El centro global de poder no pasó a Europa hasta el período entre 1750 y 1850, cuando los europeos humillaron a las potencias asiáticas en una serie de guerras y conquistaron extensas partes de Asia. Hacia 1900, los europeos controlaban firmemente la economía mundial y la mayor parte de su territorio. En 1950, Europa occidental y Estados Unidos suponían en conjunto más de la mitad de la producción global, mientras que la porción de China se había reducido al 5 por ciento.[4] Bajo la égida europea surgió un nuevo orden global y una nueva cultura global. En la actualidad, todos los humanos son, en mucha mayor medida de lo que en general quieren admitir, europeos por su manera de vestir, de pensar y por sus gustos. Pueden ser ferozmente antieuropeos en su retórica, pero casi todo el mundo en el planeta ve la política, la medicina, la guerra y la economía con ojos europeos, y escucha música escrita al modo europeo con letras en idiomas europeos. Incluso la naciente economía china, que puede recuperar pronto su primacía global, está construida según un modelo europeo de producción y finanzas.
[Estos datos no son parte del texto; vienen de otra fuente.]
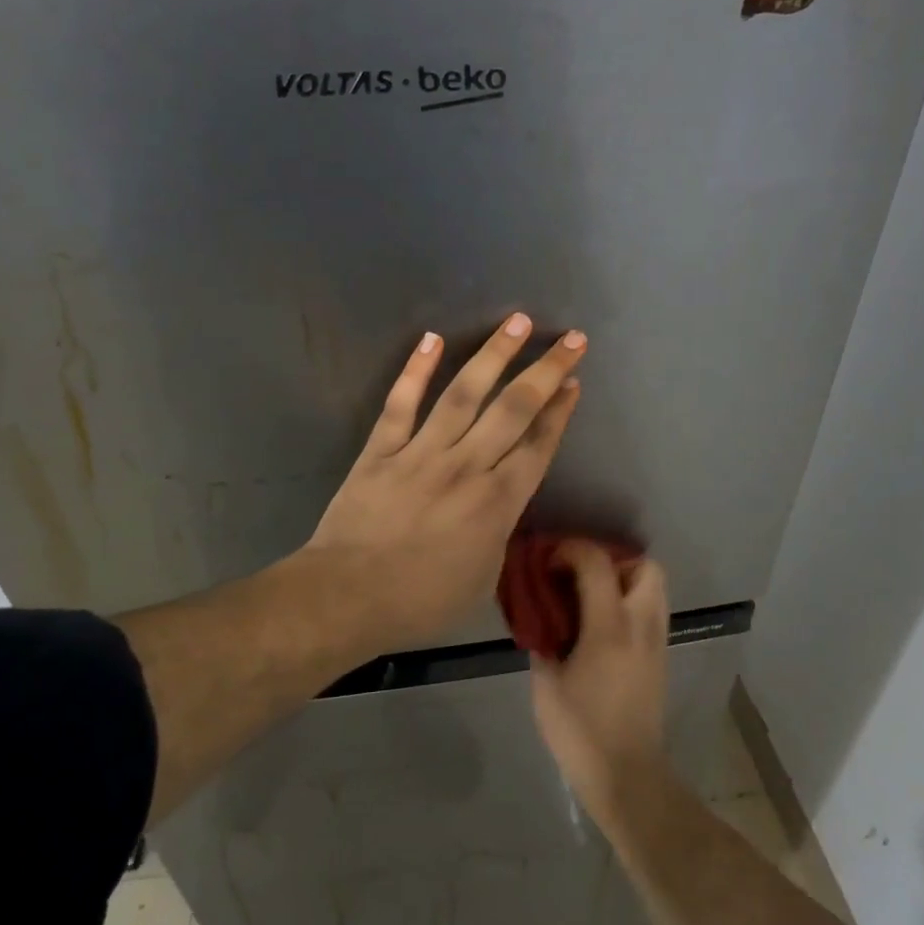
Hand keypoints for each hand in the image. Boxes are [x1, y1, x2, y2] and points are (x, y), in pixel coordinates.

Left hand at [304, 313, 584, 653]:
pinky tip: (431, 339)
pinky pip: (401, 404)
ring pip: (464, 394)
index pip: (537, 446)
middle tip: (570, 339)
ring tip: (517, 322)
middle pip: (514, 410)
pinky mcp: (382, 450)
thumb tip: (500, 508)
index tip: (574, 383)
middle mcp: (467, 467)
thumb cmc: (421, 601)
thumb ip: (497, 535)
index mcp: (497, 503)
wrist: (349, 597)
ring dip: (493, 355)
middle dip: (546, 371)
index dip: (559, 412)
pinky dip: (415, 370)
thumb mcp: (482, 579)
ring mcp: (422, 453)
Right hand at [530, 540, 670, 820]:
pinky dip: (630, 602)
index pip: (597, 563)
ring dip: (624, 580)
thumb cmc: (580, 732)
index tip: (548, 561)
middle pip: (645, 566)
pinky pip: (651, 610)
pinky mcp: (661, 658)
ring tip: (591, 598)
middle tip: (580, 576)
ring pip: (654, 587)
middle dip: (612, 560)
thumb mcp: (546, 684)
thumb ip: (544, 642)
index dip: (570, 550)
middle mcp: (641, 626)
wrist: (627, 775)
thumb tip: (541, 621)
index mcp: (609, 628)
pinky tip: (602, 625)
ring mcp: (657, 642)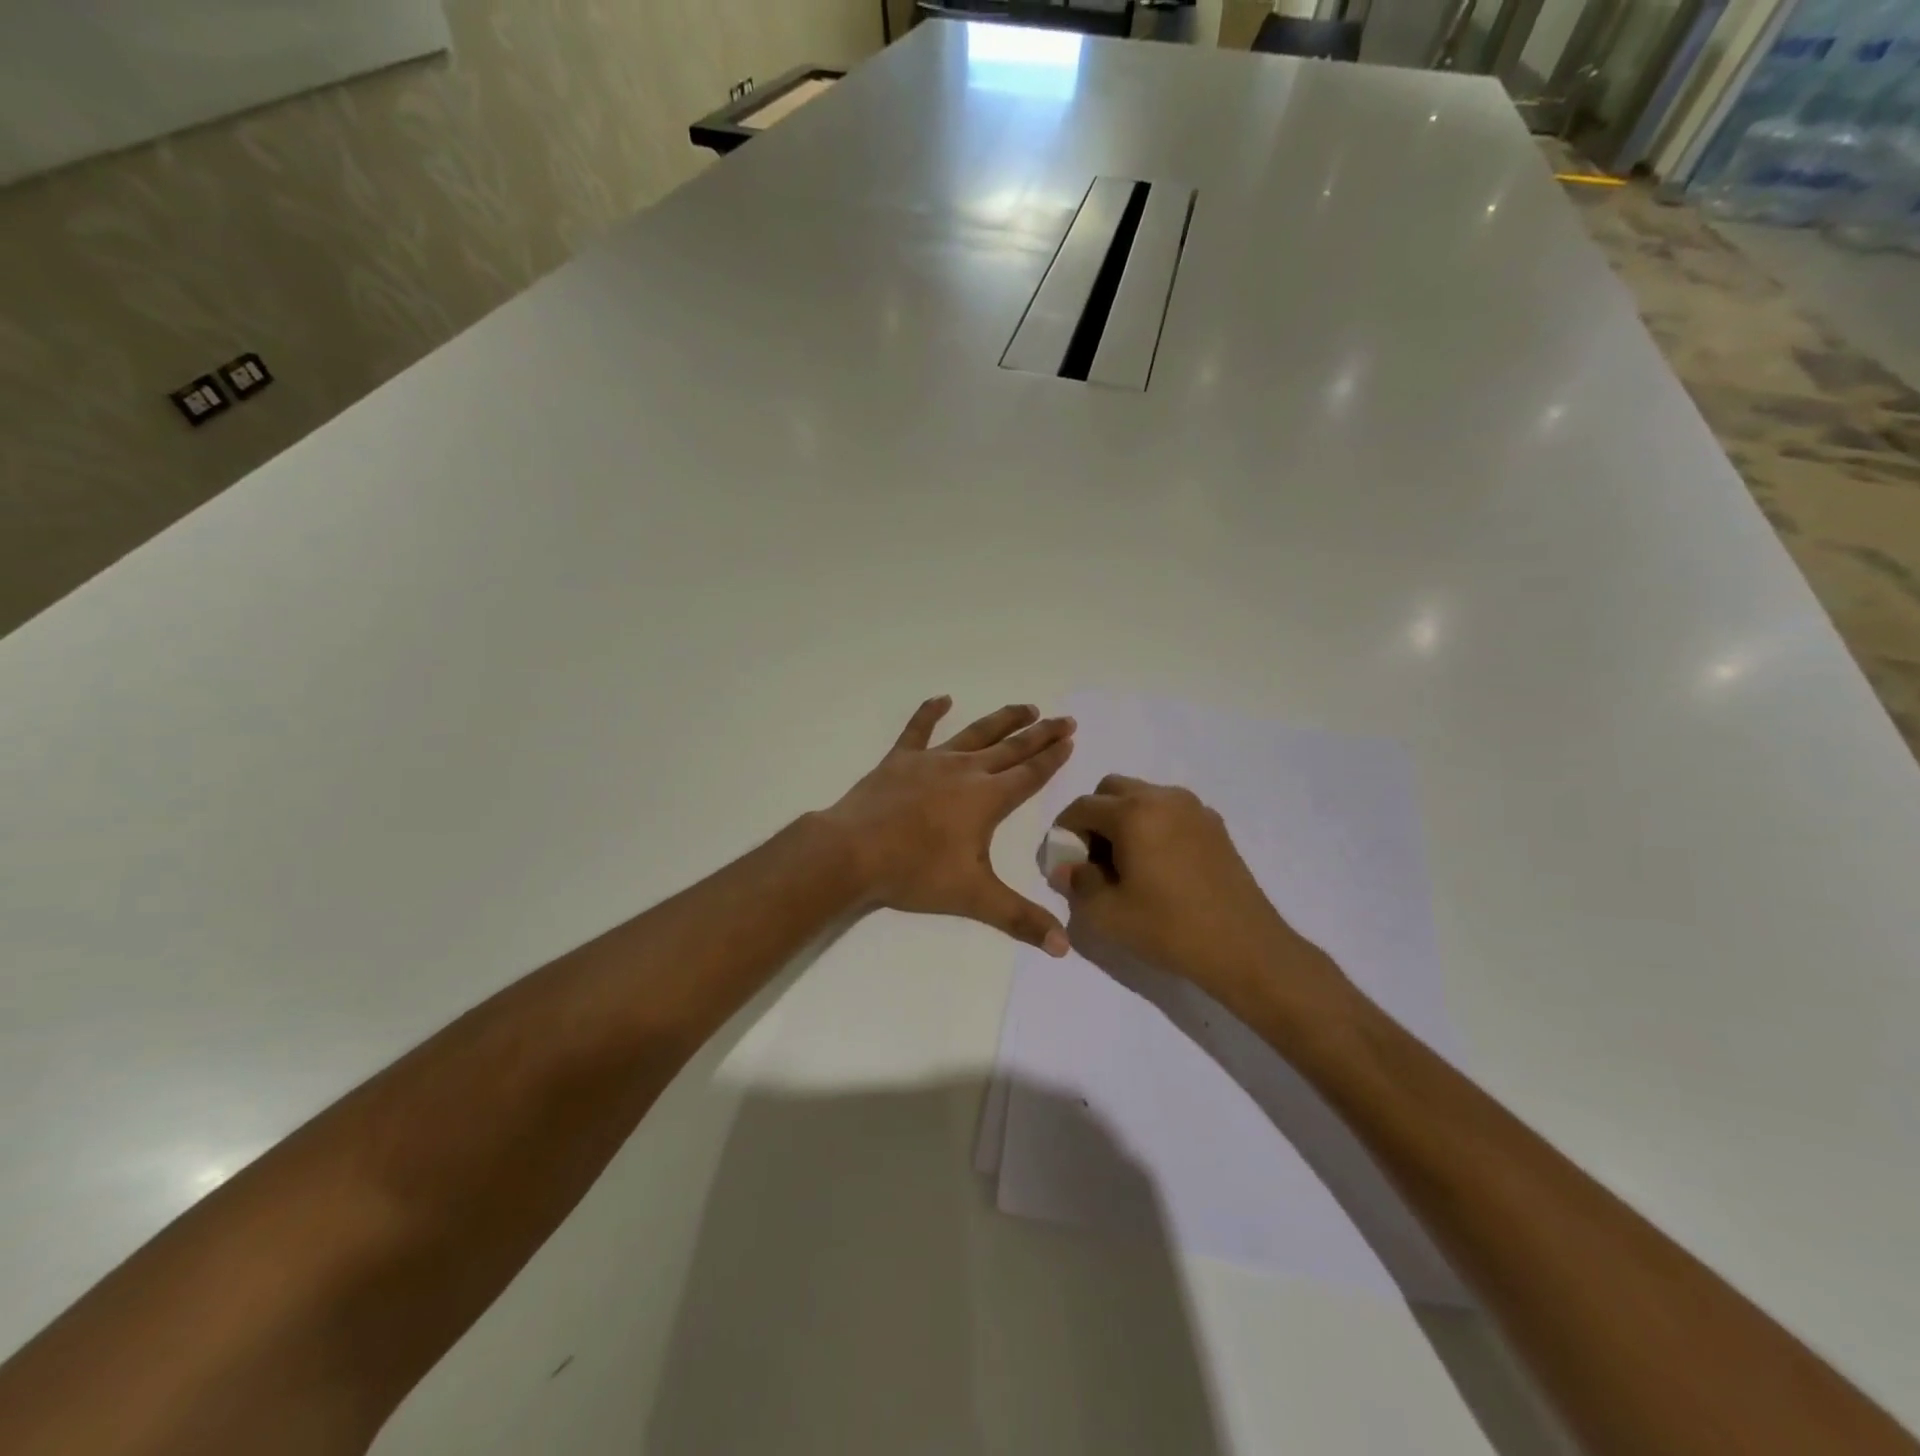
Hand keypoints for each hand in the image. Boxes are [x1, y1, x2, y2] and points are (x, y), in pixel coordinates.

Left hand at [823, 697, 1076, 953]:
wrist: (852, 852)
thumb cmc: (916, 872)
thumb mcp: (974, 898)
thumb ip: (1020, 918)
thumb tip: (1064, 948)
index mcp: (987, 798)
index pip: (1030, 774)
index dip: (1053, 757)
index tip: (1070, 739)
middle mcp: (965, 771)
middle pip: (1011, 748)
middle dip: (1040, 734)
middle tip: (1064, 719)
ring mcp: (931, 760)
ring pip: (975, 733)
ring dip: (1002, 720)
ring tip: (1026, 707)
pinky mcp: (899, 759)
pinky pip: (918, 729)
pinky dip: (930, 712)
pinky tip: (943, 698)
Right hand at [1048, 776, 1346, 1015]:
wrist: (1244, 948)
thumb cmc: (1169, 928)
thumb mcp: (1107, 913)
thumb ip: (1077, 883)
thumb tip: (1066, 867)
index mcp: (1132, 813)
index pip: (1082, 807)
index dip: (1065, 832)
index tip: (1065, 861)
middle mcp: (1162, 798)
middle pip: (1111, 789)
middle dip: (1095, 816)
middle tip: (1095, 857)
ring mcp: (1194, 808)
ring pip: (1143, 796)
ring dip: (1124, 818)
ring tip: (1127, 862)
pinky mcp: (1214, 825)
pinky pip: (1170, 810)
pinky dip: (1154, 824)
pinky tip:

¿Cómo consiguieron los habitantes de este frío apéndice de Eurasia salir de su remoto rincón del globo y conquistar el mundo? A menudo se concede mucho crédito a los científicos de Europa. Es incuestionable que a partir de 1850 la dominación europea se basó en gran medida en el complejo militar-industrial-científico y en la magia tecnológica. Todos los imperios de la época moderna tardía que tuvieron éxito cultivaron la investigación científica con la esperanza de cosechar innovaciones tecnológicas, y muchos científicos invirtieron la mayor parte de su tiempo trabajando en armas, medicinas y máquinas para sus amos imperiales. Una expresión común entre los soldados europeos que se enfrentaban a enemigos africanos era: «Ocurra lo que ocurra, nosotros tenemos ametralladoras y ellos no». Las tecnologías civiles no eran menos importantes. Los alimentos enlatados alimentaban a los soldados, los ferrocarriles y barcos de vapor transportaban a los soldados y sus provisiones, mientras que un nuevo arsenal de medicinas curaba a los soldados, marinos e ingenieros de las locomotoras. Estos avances logísticos desempeñaron un papel más importante en la conquista europea de África que la ametralladora.

Sin embargo, esto no era así antes de 1850. El complejo militar-industrial-científico se hallaba todavía en su infancia; los frutos tecnológicos de la revolución científica estaban todavía verdes, y la brecha tecnológica entre las potencias europeas, asiáticas y africanas era pequeña. En 1770, James Cook disponía ciertamente de una tecnología mucho mejor que la de los aborígenes australianos, pero también disponían de ella los chinos y otomanos. ¿Por qué razón, pues, fue Australia explorada y colonizada por el capitán James Cook y no por el capitán Wan Zheng He o por el capitán Husein Pasha? Y más importante todavía, si en 1770 los europeos no tenían una ventaja tecnológica significativa sobre los musulmanes, indios y chinos, ¿cómo consiguieron en el siglo siguiente abrir semejante brecha entre ellos y el resto del mundo?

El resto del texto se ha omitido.